* _TASK DESCRIPTION_
Check each line of the entries below for the word "roads" and state only how many lines have it.

* _DATA EXCERPTS_
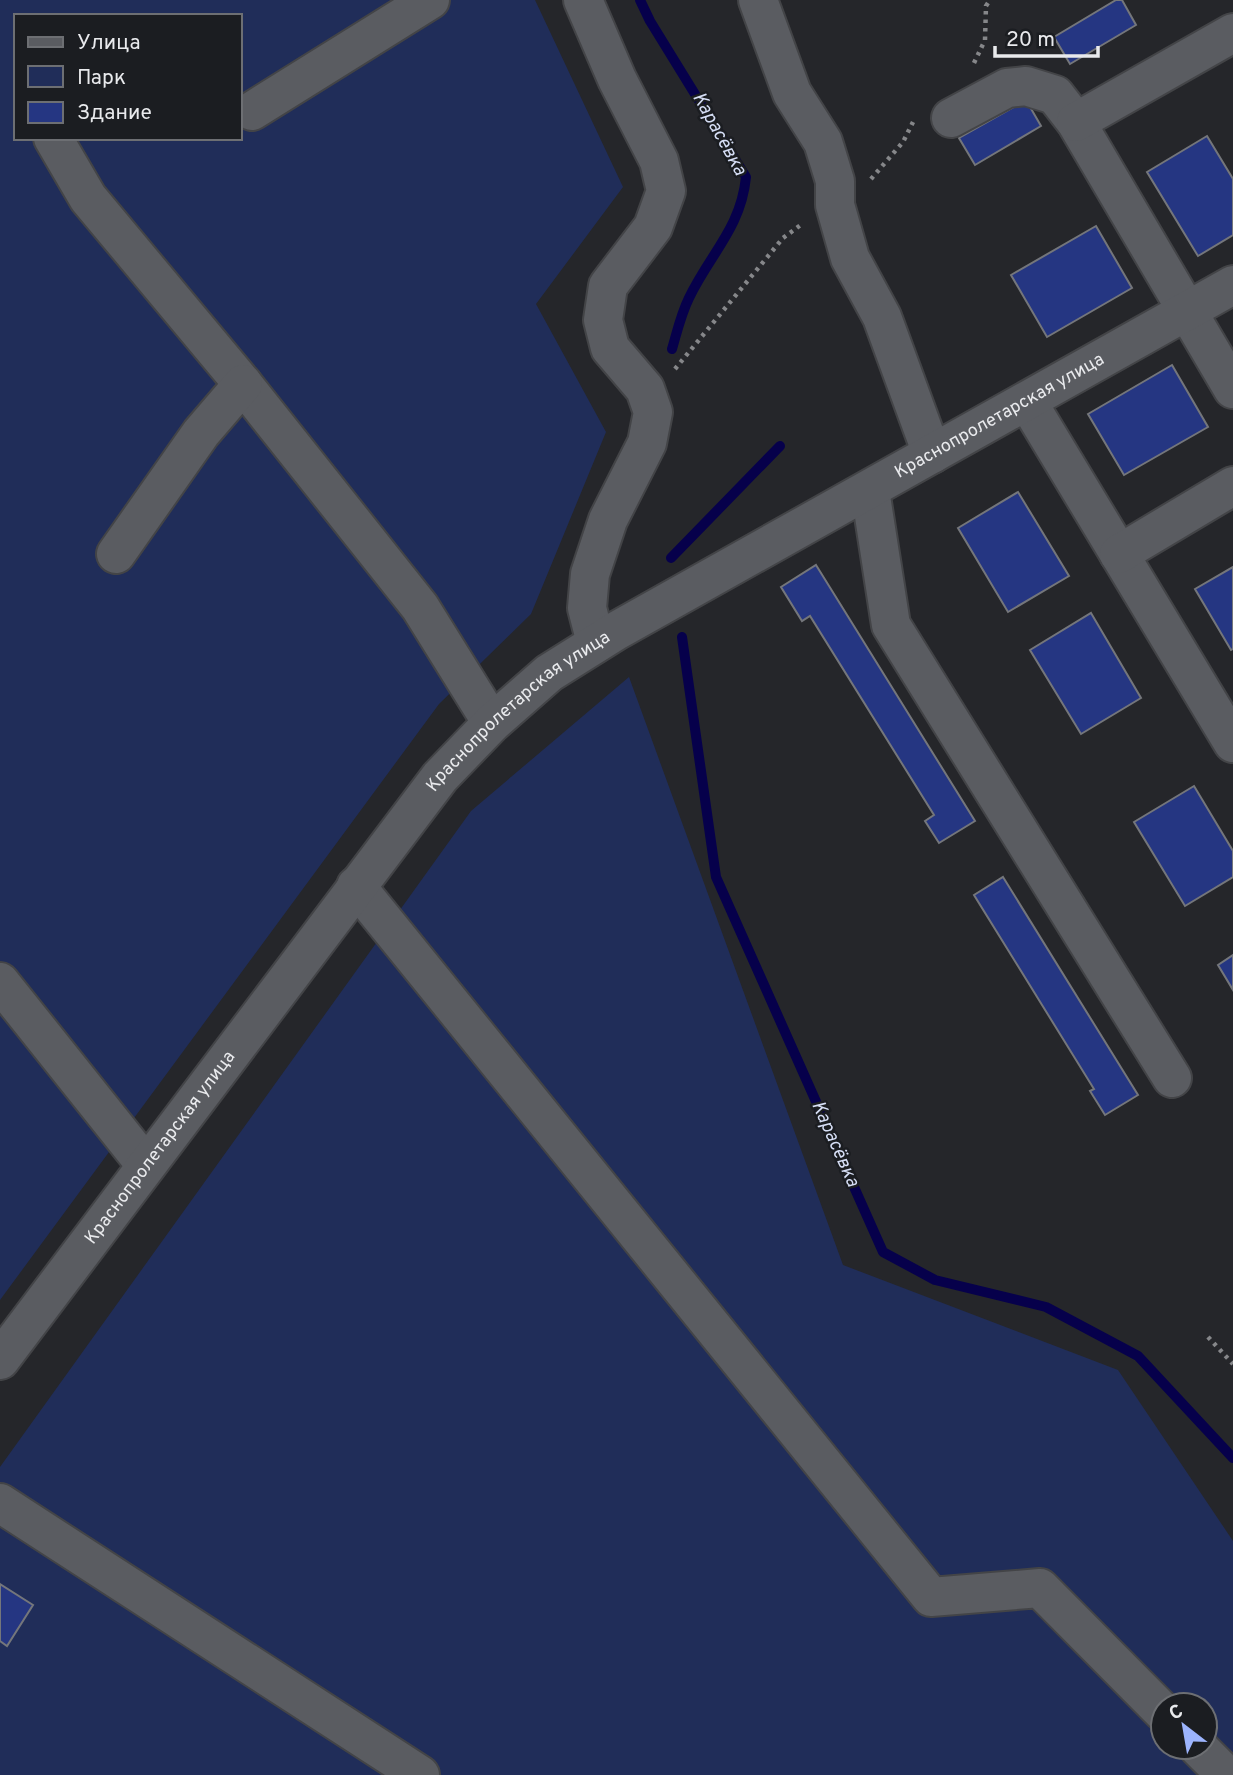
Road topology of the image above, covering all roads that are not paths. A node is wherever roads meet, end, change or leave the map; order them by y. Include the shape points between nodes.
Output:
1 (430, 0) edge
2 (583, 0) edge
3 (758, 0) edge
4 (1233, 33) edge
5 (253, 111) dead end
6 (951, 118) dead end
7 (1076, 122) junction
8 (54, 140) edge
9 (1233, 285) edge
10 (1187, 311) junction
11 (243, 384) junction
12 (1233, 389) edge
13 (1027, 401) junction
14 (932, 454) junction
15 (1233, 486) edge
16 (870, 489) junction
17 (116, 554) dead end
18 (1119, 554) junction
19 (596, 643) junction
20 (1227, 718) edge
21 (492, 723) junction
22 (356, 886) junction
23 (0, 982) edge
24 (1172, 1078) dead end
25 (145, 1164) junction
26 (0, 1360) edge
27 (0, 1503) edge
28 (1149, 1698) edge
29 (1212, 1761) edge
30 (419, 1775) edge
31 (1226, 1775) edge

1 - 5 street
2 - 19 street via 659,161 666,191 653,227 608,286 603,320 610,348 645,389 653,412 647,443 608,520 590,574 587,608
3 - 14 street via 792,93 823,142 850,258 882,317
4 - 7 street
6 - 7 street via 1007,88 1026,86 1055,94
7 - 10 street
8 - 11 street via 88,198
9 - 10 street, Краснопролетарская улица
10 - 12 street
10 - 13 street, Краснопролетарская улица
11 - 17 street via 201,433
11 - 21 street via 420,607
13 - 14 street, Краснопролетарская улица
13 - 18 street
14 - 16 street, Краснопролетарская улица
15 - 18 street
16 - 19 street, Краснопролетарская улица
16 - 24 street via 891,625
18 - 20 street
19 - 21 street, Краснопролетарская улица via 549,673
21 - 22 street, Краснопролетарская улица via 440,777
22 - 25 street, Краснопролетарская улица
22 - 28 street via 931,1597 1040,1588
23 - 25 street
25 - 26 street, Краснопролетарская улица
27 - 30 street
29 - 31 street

...

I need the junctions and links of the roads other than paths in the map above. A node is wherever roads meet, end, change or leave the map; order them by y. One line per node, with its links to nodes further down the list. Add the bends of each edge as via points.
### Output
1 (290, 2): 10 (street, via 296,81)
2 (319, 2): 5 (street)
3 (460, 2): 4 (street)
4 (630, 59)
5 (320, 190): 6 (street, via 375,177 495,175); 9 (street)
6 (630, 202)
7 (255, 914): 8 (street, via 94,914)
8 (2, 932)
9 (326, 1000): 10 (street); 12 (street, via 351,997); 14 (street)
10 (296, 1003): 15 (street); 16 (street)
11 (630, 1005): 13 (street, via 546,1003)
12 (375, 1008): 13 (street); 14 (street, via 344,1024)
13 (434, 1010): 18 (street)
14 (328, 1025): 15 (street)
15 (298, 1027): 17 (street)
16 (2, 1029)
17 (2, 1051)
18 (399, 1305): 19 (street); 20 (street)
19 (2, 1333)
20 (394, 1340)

* _WRITTEN RESPONSE_
2